Your answer must be every line of the data that contains "Juan".

Dataset entries:

..........

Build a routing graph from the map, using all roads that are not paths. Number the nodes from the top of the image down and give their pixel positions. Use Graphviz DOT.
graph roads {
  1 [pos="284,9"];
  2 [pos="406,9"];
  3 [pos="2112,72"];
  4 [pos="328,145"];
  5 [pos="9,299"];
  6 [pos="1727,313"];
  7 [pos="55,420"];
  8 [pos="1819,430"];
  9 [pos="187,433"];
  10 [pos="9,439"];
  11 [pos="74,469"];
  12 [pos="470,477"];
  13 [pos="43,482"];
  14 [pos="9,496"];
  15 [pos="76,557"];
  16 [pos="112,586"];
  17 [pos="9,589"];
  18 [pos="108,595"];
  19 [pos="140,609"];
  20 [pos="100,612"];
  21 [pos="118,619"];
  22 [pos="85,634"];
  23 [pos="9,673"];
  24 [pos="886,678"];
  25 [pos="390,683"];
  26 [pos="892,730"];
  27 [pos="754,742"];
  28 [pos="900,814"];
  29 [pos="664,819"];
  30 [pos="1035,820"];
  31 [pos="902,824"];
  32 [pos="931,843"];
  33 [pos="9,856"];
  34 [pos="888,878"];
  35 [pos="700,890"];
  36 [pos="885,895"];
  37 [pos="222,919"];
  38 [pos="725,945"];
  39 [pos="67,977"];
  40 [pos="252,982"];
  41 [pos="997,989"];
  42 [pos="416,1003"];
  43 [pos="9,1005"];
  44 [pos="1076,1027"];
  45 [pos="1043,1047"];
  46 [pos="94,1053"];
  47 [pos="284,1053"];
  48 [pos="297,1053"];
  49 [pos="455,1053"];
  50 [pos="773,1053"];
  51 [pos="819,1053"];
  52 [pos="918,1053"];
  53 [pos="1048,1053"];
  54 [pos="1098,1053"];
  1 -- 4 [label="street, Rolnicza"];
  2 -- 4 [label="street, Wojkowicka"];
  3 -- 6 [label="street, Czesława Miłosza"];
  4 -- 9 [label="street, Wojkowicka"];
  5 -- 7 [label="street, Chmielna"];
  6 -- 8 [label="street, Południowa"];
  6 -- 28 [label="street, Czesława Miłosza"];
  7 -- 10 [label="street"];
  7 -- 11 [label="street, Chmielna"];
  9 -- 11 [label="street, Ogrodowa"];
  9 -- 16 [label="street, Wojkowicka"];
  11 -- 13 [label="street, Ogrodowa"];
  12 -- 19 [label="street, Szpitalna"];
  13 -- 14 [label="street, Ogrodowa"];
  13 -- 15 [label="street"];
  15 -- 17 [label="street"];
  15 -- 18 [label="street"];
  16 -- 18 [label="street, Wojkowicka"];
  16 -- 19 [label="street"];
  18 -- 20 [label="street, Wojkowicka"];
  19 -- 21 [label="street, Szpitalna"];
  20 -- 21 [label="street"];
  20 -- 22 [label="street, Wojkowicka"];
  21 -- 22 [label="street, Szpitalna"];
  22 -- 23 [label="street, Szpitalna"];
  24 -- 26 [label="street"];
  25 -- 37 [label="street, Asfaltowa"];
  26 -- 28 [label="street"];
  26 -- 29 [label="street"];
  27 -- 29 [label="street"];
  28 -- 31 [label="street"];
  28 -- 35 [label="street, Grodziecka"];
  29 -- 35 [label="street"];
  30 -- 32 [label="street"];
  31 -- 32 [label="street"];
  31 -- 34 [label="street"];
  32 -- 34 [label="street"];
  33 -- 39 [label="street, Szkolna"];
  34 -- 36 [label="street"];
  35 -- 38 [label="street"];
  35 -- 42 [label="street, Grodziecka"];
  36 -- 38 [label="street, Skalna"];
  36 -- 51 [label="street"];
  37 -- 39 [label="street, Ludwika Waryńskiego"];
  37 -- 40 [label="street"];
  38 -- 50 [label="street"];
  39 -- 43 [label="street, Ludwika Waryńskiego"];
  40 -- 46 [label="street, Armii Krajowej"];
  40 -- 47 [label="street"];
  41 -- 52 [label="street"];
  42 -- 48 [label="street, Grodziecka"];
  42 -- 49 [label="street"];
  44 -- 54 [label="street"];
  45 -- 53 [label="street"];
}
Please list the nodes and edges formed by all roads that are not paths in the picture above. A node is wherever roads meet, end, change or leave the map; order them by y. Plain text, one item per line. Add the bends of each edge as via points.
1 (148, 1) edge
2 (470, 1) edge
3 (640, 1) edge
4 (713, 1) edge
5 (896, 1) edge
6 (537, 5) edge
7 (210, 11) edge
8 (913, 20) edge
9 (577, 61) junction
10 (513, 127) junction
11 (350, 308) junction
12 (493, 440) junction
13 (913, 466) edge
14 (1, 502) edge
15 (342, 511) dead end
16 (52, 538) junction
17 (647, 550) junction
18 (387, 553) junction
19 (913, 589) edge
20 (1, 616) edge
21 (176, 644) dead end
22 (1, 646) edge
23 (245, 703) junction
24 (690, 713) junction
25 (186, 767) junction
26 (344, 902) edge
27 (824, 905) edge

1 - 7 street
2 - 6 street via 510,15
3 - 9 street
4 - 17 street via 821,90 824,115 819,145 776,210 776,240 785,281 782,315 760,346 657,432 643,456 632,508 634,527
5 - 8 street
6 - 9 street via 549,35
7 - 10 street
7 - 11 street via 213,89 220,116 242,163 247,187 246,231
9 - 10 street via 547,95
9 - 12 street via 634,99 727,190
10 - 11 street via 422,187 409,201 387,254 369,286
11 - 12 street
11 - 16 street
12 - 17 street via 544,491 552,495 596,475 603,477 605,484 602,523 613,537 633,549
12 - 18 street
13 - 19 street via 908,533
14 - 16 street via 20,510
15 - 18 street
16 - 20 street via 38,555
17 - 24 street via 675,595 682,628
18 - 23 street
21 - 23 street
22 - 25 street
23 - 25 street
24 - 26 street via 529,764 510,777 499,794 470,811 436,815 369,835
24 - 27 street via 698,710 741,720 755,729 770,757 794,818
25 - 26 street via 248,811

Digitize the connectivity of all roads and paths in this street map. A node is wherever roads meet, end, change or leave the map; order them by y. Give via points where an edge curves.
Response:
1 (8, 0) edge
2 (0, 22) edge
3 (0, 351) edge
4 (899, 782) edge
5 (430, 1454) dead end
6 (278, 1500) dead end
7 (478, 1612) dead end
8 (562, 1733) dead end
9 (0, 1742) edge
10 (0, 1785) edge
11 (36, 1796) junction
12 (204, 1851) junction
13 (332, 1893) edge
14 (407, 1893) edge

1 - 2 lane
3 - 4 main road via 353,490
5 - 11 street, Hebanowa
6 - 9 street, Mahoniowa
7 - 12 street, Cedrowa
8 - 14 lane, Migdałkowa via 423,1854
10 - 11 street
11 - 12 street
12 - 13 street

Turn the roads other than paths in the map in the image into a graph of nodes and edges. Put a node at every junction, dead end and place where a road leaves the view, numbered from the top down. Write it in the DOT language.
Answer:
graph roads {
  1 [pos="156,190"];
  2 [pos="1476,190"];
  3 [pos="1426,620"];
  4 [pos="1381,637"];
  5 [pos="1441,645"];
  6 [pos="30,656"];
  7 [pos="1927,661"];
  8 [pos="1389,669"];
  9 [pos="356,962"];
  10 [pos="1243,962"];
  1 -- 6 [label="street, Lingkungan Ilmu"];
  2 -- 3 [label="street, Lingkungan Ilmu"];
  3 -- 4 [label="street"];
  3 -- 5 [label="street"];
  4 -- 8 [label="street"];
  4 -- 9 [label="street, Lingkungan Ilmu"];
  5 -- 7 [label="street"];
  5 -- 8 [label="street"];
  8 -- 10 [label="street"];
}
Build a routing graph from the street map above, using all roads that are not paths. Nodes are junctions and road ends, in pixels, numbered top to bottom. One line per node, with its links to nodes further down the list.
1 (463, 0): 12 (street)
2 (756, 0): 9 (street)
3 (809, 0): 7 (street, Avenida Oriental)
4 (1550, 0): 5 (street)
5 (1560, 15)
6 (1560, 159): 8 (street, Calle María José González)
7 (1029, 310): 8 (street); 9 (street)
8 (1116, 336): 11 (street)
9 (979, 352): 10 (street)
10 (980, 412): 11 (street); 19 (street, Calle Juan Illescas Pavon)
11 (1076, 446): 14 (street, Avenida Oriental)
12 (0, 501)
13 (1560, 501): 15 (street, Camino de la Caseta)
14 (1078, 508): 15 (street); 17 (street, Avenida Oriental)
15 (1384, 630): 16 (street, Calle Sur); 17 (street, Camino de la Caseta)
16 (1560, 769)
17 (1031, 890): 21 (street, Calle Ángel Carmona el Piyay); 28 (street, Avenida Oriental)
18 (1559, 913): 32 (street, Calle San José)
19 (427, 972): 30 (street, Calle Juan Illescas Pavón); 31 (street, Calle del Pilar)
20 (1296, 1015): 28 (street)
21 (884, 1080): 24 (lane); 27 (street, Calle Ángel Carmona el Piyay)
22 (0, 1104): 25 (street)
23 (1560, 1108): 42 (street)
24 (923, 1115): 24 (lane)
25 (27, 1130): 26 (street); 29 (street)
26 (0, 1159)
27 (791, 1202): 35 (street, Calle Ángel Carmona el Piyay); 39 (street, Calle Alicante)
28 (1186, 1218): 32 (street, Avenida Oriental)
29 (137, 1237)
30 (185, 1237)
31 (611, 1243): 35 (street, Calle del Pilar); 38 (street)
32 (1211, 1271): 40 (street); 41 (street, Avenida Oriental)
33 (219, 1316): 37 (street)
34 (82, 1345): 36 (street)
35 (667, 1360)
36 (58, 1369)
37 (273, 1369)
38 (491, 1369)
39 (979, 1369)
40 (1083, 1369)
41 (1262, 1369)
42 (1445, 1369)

..........

Task response →
10 (980, 412): 11 (street); 19 (street, Calle Juan Illescas Pavon)
19 (427, 972): 30 (street, Calle Juan Illescas Pavón); 31 (street, Calle del Pilar)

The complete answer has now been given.